Son idée de retrouver les otages lui semblait folle, maintenant. Il y avait tellement d’endroits où ils pouvaient se cacher à New York. Cet homme était prêt à leur raconter n’importe quoi. Pourtant, ce ne devait pas être facile de retenir prisonnières plusieurs personnes. Cette maison était l’endroit idéal. Pas de voisins, et le fleuve pour s’enfuir au besoin.
— Hier, ils étaient encore là, ricana Julius. Je leur ai vendu de la came.
— Tu as vu des étrangers avec eux ? demanda Jeanie.
Julius haussa les épaules.
— La baraque est immense. Quatre étages. Quand je viens, il y en a deux qui descendent et je fais le business en bas, ils ne me laissent pas monter.
— Combien sont-ils ?
— Sais pas.
— Ils sont armés ? demanda le détective.
Julius West eut un sourire venimeux.
— Sûr. Avec de gros pistolets qui vont faire de sacrés trous dans ta viande, poulet.
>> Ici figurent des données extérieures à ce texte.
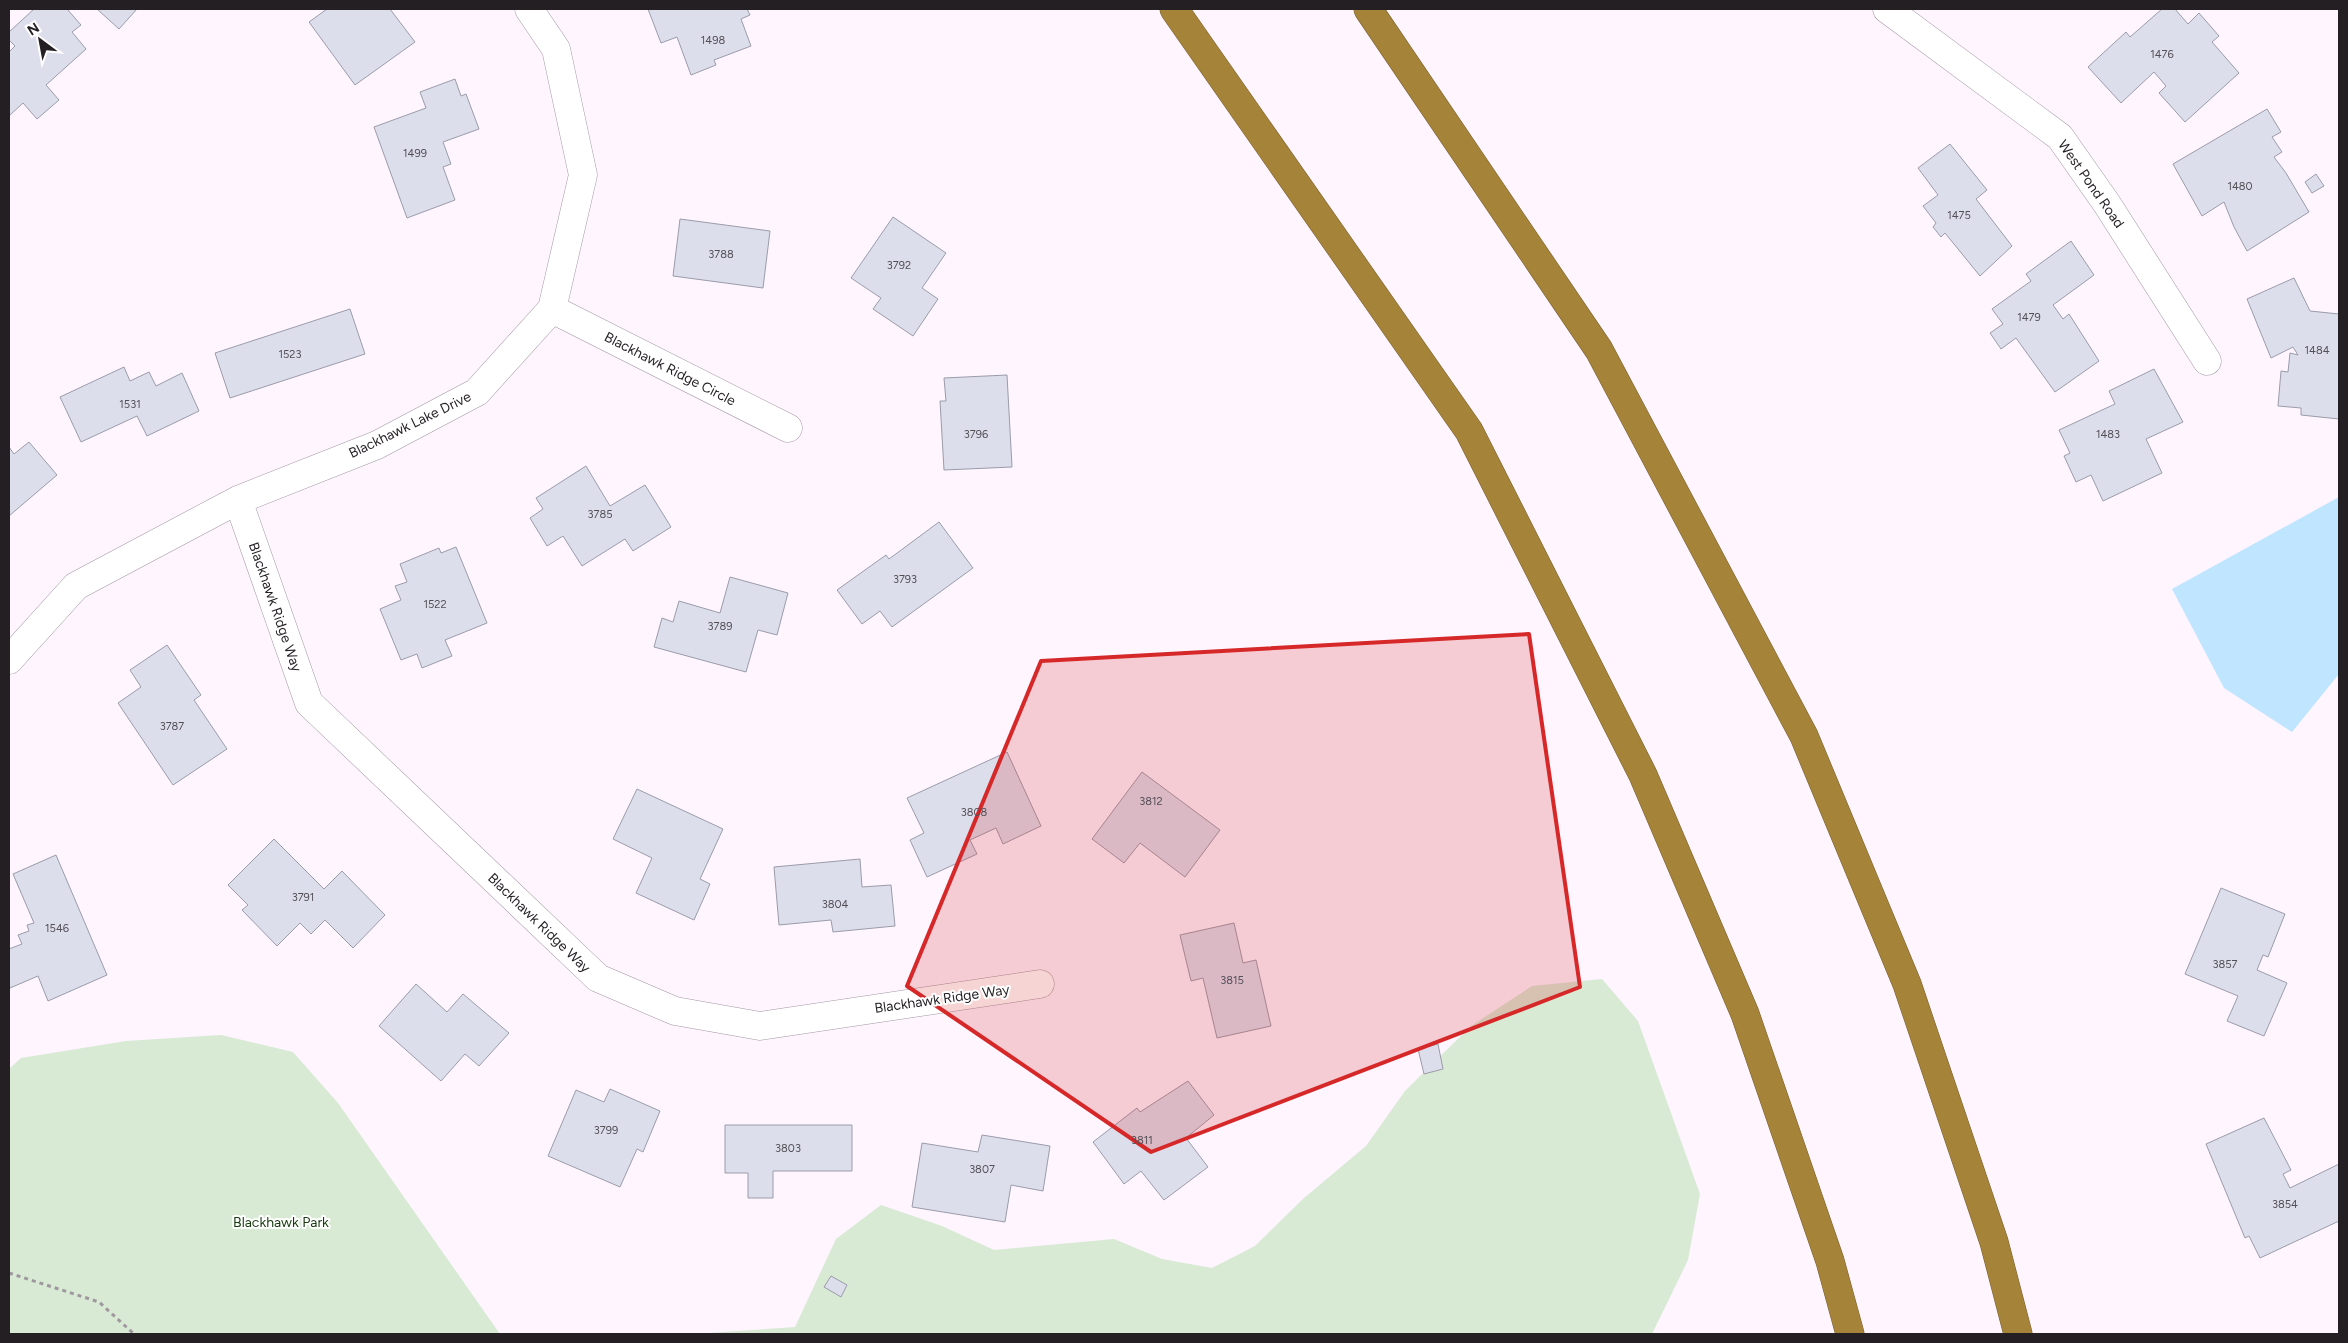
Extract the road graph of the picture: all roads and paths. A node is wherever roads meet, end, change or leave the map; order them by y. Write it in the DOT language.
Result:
graph roads {
  1 [pos="529,9"];
  2 [pos="1174,9"];
  3 [pos="1368,9"];
  4 [pos="1887,9"];
  5 [pos="552,309"];
  6 [pos="2207,361"];
  7 [pos="788,428"];
  8 [pos="238,500"];
  9 [pos="9,660"];
  10 [pos="1040,984"];
  11 [pos="9,1273"];
  12 [pos="134,1334"];
  13 [pos="1850,1334"];
  14 [pos="2018,1334"];
  1 -- 5 [label="street, Blackhawk Lake Drive"];
  2 -- 13 [label="highway"];
  3 -- 14 [label="highway"];
  4 -- 6 [label="street, West Pond Road"];
  5 -- 7 [label="street, Blackhawk Ridge Circle"];
  5 -- 8 [label="street, Blackhawk Lake Drive"];
  8 -- 9 [label="street, Blackhawk Lake Drive"];
  8 -- 10 [label="street, Blackhawk Ridge Way"];
  11 -- 12 [label="path"];
}
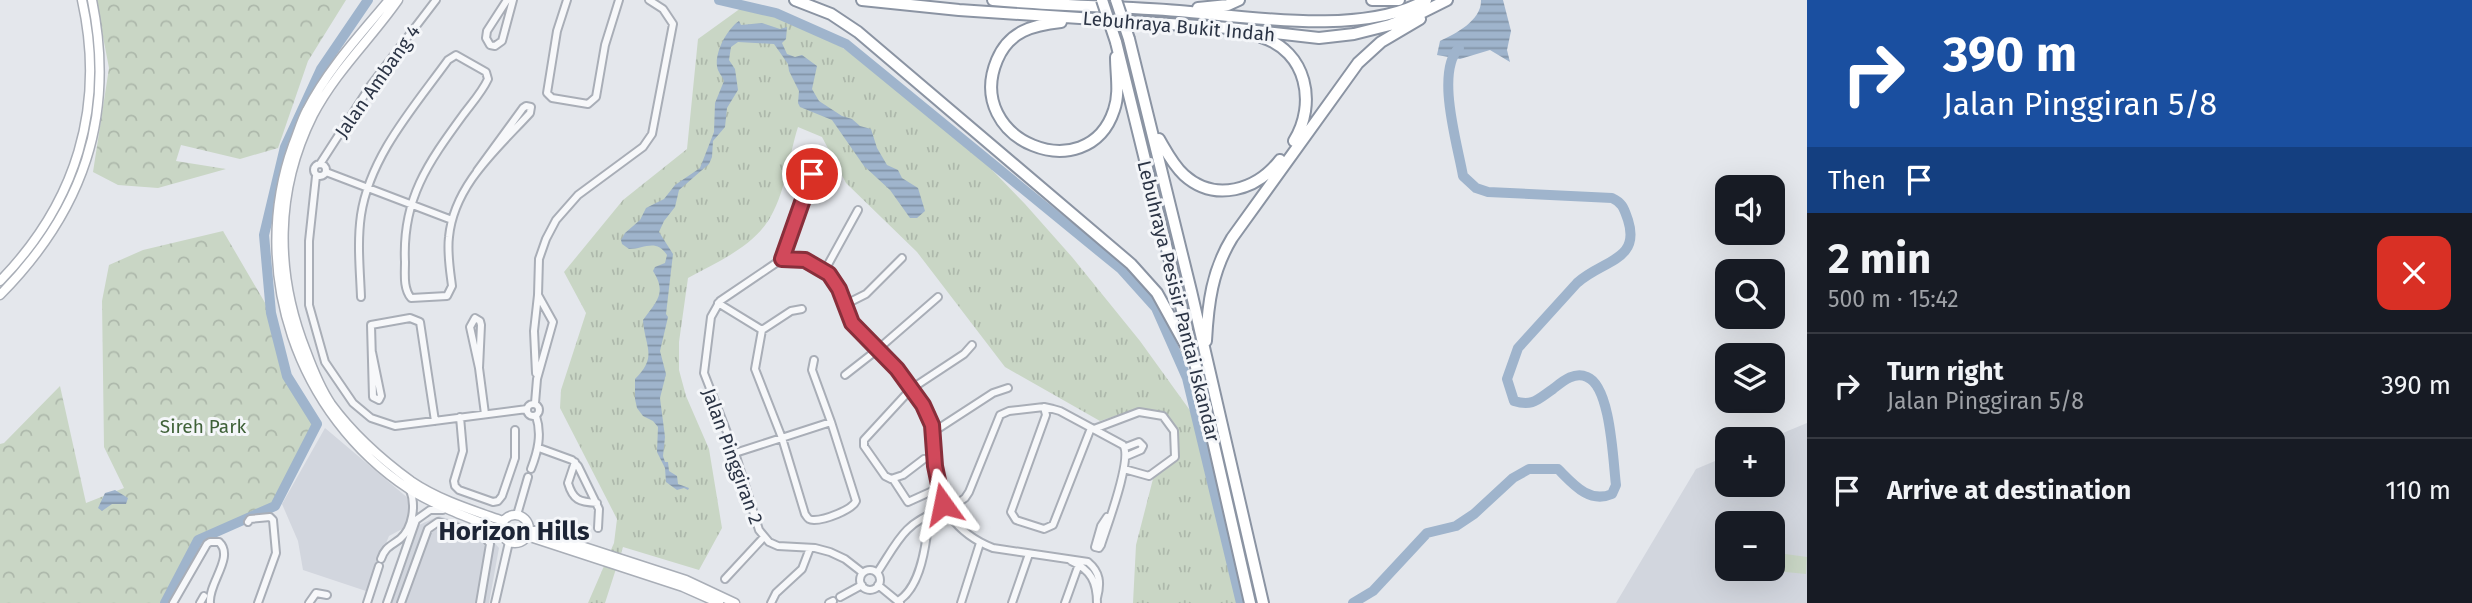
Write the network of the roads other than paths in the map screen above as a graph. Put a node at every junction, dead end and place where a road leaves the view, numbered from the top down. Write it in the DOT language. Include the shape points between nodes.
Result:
graph roads {
  1 [pos="82,0"];
  2 [pos="92,0"];
  3 [pos="388,0"];
  4 [pos="398,0"];
  5 [pos="436,0"];
  6 [pos="507,0"];
  7 [pos="513,0"];
  8 [pos="567,0"];
  9 [pos="619,0"];
  10 [pos="649,0"];
  11 [pos="795,0"];
  12 [pos="862,0"];
  13 [pos="993,0"];
  14 [pos="1102,0"];
  15 [pos="1116,0"];
  16 [pos="1239,0"];
  17 [pos="1372,0"];
  18 [pos="1399,0"];
  19 [pos="1447,0"];
  20 [pos="1426,6"];
  21 [pos="1178,11"];
  22 [pos="1085,18"];
  23 [pos="1229,29"];
  24 [pos="1116,44"];
  25 [pos="1152,127"];
  26 [pos="320,164"];
  27 [pos="819,166"];
  28 [pos="477,171"];
  29 [pos="326,172"];
  30 [pos="316,176"];
  31 [pos="368,188"];
  32 [pos="410,205"];
  33 [pos="858,210"];
  34 [pos="452,220"];
  35 [pos="902,258"];
  36 [pos="782,259"];
  37 [pos="825,270"];
  38 [pos="0,281"];
  39 [pos="0,295"];
  40 [pos="538,295"];
  41 [pos="361,297"];
  42 [pos="938,297"];
  43 [pos="718,303"];
  44 [pos="844,304"];
  45 [pos="802,309"];
  46 [pos="762,330"];
  47 [pos="972,345"];
  48 [pos="877,350"];
  49 [pos="372,352"];
  50 [pos="1199,355"];
  51 [pos="814,360"];
  52 [pos="479,368"];
  53 [pos="845,375"];
  54 [pos="537,379"];
  55 [pos="1008,388"];
  56 [pos="911,389"];
  57 [pos="535,403"];
  58 [pos="1044,407"];
  59 [pos="527,409"];
  60 [pos="485,414"];
  61 [pos="536,416"];
  62 [pos="460,417"];
  63 [pos="435,421"];
  64 [pos="831,422"];
  65 [pos="1092,428"];
  66 [pos="515,430"];
  67 [pos="933,432"];
  68 [pos="782,438"];
  69 [pos="1124,446"];
  70 [pos="538,448"];
  71 [pos="735,453"];
  72 [pos="1127,456"];
  73 [pos="924,460"];
  74 [pos="575,462"];
  75 [pos="531,469"];
  76 [pos="1124,469"];
  77 [pos="528,477"];
  78 [pos="893,479"];
  79 [pos="939,488"];
  80 [pos="409,489"];
  81 [pos="597,503"];
  82 [pos="952,507"];
  83 [pos="941,508"];
  84 [pos="448,511"];
  85 [pos="1111,512"];
  86 [pos="517,515"];
  87 [pos="950,516"];
  88 [pos="248,523"];
  89 [pos="502,525"];
  90 [pos="598,528"];
  91 [pos="528,533"];
  92 [pos="927,534"];
  93 [pos="764,537"];
  94 [pos="509,542"];
  95 [pos="980,543"];
  96 [pos="810,548"];
  97 [pos="385,549"];
  98 [pos="1029,554"];
  99 [pos="402,558"];
  100 [pos="1068,559"];
  101 [pos="1079,564"];
  102 [pos="863,573"];
  103 [pos="877,573"];
  104 [pos="725,579"];
  105 [pos="862,585"];
  106 [pos="878,585"];
  107 [pos="391,589"];
  108 [pos="327,594"];
  109 [pos="404,594"];
  110 [pos="840,597"];
  111 [pos="1097,600"];
  112 [pos="899,602"];
  113 [pos="173,603"];
  114 [pos="210,603"];
  115 [pos="258,603"];
  116 [pos="309,603"];
  117 [pos="367,603"];
  118 [pos="387,603"];
  119 [pos="401,603"];
  120 [pos="480,603"];
  121 [pos="495,603"];
  122 [pos="719,603"];
  123 [pos="735,603"];
  124 [pos="771,603"];
  125 [pos="961,603"];
  126 [pos="1012,603"];
  127 [pos="1065,603"];
  128 [pos="1250,603"];
  129 [pos="1263,603"];
  1 -- 38 [label="street" via="90,86 77,163 52,215"];
  2 -- 39 [label="street" via="99,88 86,163 57,225"];
  3 -- 80 [label="street" via="332,67 306,112 284,172 275,229 278,279 288,325 312,385 359,448"];
  4 -- 89 [label="street" via="338,72 313,116 291,175 283,230 285,279 295,323 317,381 347,424 414,482"];
  5 -- 26 [label="street, Jalan Ambang 4" via="371,85"];
  6 -- 7 [label="street" via="488,31 491,45 502,41"];
  8 -- 9 [label="street" via="546,90 552,98 587,104 596,97"];
  10 -- 40 [label="street" via="663,9 673,24 652,134 643,147 578,195 556,220 538,259"];
  11 -- 50 [label="highway" via="831,14 858,32 1126,260 1157,293 1182,341"];
  12 -- 22 [label="highway, Lebuhraya Bukit Indah"];
  13 -- 21 [label="highway, Lebuhraya Bukit Indah"];
  14 -- 24 [label="highway, Lebuhraya Pesisir Pantai Iskandar, bridge"];
  15 -- 25 [label="highway, Lebuhraya Pesisir Pantai Iskandar, bridge"];
  16 -- 21 [label="highway"];
  17 -- 18 [label="highway"];
  19 -- 20 [label="highway, Lebuhraya Bukit Indah"];
  20 -- 21 [label="highway, Lebuhraya Bukit Indah" via="1350,20"];
  20 -- 23 [label="highway, Lebuhraya Bukit Indah" via="1390,25 1354,34 1319,38"];
  20 -- 50 [label="highway" via="1419,21 1381,42 1358,63 1233,238 1217,266"];
  22 -- 23 [label="highway, Lebuhraya Bukit Indah"];
  22 -- 24 [label="highway" via="1030,26 999,54 993,70 993,95 1000,118 1014,136 1051,151 1074,148 1096,137 1111,118 1116,101"];
  23 -- 25 [label="highway" via="1274,42 1290,55 1301,75 1307,113 1276,166 1242,188 1208,188 1182,174"];
  24 -- 50 [label="highway, Lebuhraya Pesisir Pantai Iskandar"];
  25 -- 50 [label="highway, Lebuhraya Pesisir Pantai Iskandar"];
  26 -- 29 [label="street"];
  26 -- 30 [label="street" via="314,168"];
  27 -- 36 [label="street" via="812,174"];
  28 -- 28 [label="street" via="530,113 530,107 523,108"];
  28 -- 34 [label="street"];
  29 -- 30 [label="street"];
  29 -- 31 [label="street"];
  30 -- 63 [label="street" via="309,304 326,362 353,403 371,418 395,426"];
  31 -- 32 [label="street"];
  31 -- 32 [label="street" via="393,137 451,56 460,55 486,72 488,79 430,161"];
  31 -- 41 [label="street" via="358,243"];
  32 -- 34 [label="street"];
  32 -- 34 [label="street" via="404,241 408,295 415,299 450,293"];
  33 -- 37 [label="street"];
  35 -- 44 [label="street" via="866,295"];
  36 -- 37 [label="street" via="805,260"];
  36 -- 43 [label="street"];
  37 -- 44 [label="street"];
  40 -- 54 [label="street" via="534,331"];
  40 -- 54 [label="street" via="553,322"];
  42 -- 48 [label="street"];
  43 -- 46 [label="street"];
  43 -- 71 [label="street, Jalan Pinggiran 2" via="711,317 704,373"];
  44 -- 48 [label="street" via="852,323"];
  45 -- 46 [label="street"];
  46 -- 68 [label="street" via="755,369"];
  47 -- 56 [label="street"];
  48 -- 53 [label="street"];
  48 -- 56 [label="street"];
  49 -- 49 [label="street" via="373,397 377,400 381,396"];
  49 -- 63 [label="street" via="371,324 410,318 420,323"];
  50 -- 128 [label="highway, Lebuhraya Pesisir Pantai Iskandar"];
  50 -- 129 [label="highway, Lebuhraya Pesisir Pantai Iskandar"];
  51 -- 64 [label="street" via="812,370"];
  52 -- 52 [label="street" via="470,327 475,318 481,325"];
  52 -- 60 [label="street"];
  54 -- 57 [label="street"];
  55 -- 67 [label="street"];
  56 -- 67 [label="street"];
  56 -- 78 [label="street" via="864,440 885,476"];
  57 -- 59 [label="street"];
  57 -- 61 [label="street" via="540,409"];
  58 -- 65 [label="street"];
  58 -- 65 [label="street" via="1046,415 1011,512 1016,520 1044,530 1053,525"];
  58 -- 82 [label="street" via="1000,415 969,492"];
  59 -- 60 [label="street"];
  59 -- 61 [label="street" via="529,415"];
  60 -- 62 [label="street"];
  61 -- 70 [label="street"];
  62 -- 63 [label="street"];
  62 -- 66 [label="street" via="464,451 455,486 493,502 502,496 514,458"];
  64 -- 68 [label="street"];
  64 -- 68 [label="street" via="856,501 853,507 834,514 814,520 806,516"];
  65 -- 69 [label="street"];
  65 -- 76 [label="street" via="1139,412 1163,416 1174,431 1175,457 1149,475"];
  67 -- 79 [label="street"];
  68 -- 71 [label="street"];
  69 -- 72 [label="street"];
  69 -- 72 [label="street" via="1139,442 1143,446"];
  70 -- 74 [label="street"];
  70 -- 75 [label="street"];
  71 -- 93 [label="street, Jalan Pinggiran 2" via="754,519"];
  72 -- 76 [label="street"];
  73 -- 78 [label="street"];
  74 -- 81 [label="street"];
  74 -- 81 [label="street" via="568,483 574,498"];
  76 -- 85 [label="street"];
  77 -- 86 [label="street"];
  78 -- 79 [label="street" via="908,502"];
  79 -- 83 [label="street"];
  80 -- 84 [label="street"];
  80 -- 97 [label="street" via="414,508 405,533"];
  81 -- 90 [label="street"];
  82 -- 83 [label="street" via="948,503"];
  82 -- 87 [label="street"];
  83 -- 87 [label="street" via="944,516"];
  83 -- 103 [label="street" via="907,529"];
  84 -- 89 [label="street"];
  84 -- 99 [label="street" via="437,508 416,520"];
  85 -- 85 [label="street" via="1101,545 1097,548 1094,544"];
  86 -- 89 [label="street" via="509,516"];
  86 -- 91 [label="street" via="524,518"];
  87 -- 95 [label="street"];
  88 -- 115 [label="street" via="258,517 273,520 276,553"];
  89 -- 94 [label="street" via="503,537"];
  91 -- 94 [label="street" via="521,542"];
  91 -- 122 [label="street"];
  91 -- 123 [label="street" via="686,580"];
  92 -- 112 [label="street" via="911,591"];
  93 -- 96 [label="street, Jalan Pinggiran 2" via="778,546"];
  93 -- 104 [label="street"];
  94 -- 121 [label="street"];
  95 -- 98 [label="street"];
  95 -- 125 [label="street"];
  96 -- 102 [label="street, Jalan Pinggiran 2" via="845,559"];
  96 -- 124 [label="street" via="802,569"];
  97 -- 99 [label="street"];
  97 -- 117 [label="street"];
  98 -- 100 [label="street"];
  98 -- 126 [label="street"];
  99 -- 107 [label="street"];
  100 -- 101 [label="street"];
  100 -- 111 [label="street" via="1095,567 1100,581"];
  101 -- 111 [label="street" via="1092,576"];
  101 -- 127 [label="street"];
  102 -- 103 [label="street"];
  102 -- 105 [label="street"];
  103 -- 106 [label="street"];
  105 -- 106 [label="street" via="870,589"];
  105 -- 110 [label="street"];
  106 -- 112 [label="street"];
  107 -- 109 [label="street"];
  107 -- 118 [label="street"];
  108 -- 116 [label="street" via="316,593"];
  109 -- 119 [label="street"];
  109 -- 120 [label="street" via="428,529 444,523 483,535 490,544"];
  113 -- 114 [label="street" via="207,544 219,542 226,554"];
}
Le détective s’agita, mal à l’aise.
— Si on ne les prend pas par surprise, dit-il, ça va être un massacre. Ils auront dix fois le temps de liquider les otages. S’il y en a.
— Je vais y aller, proposa Jeanie. Avec Julius, ils ne se méfieront pas d’une femme. Et je sais me servir d’un pistolet. Je nettoie toujours celui de mon mari.
Malko secoua la tête.
— Si Julius vous trahit, nous ne pourrons rien pour vous. Laissez cela à un homme.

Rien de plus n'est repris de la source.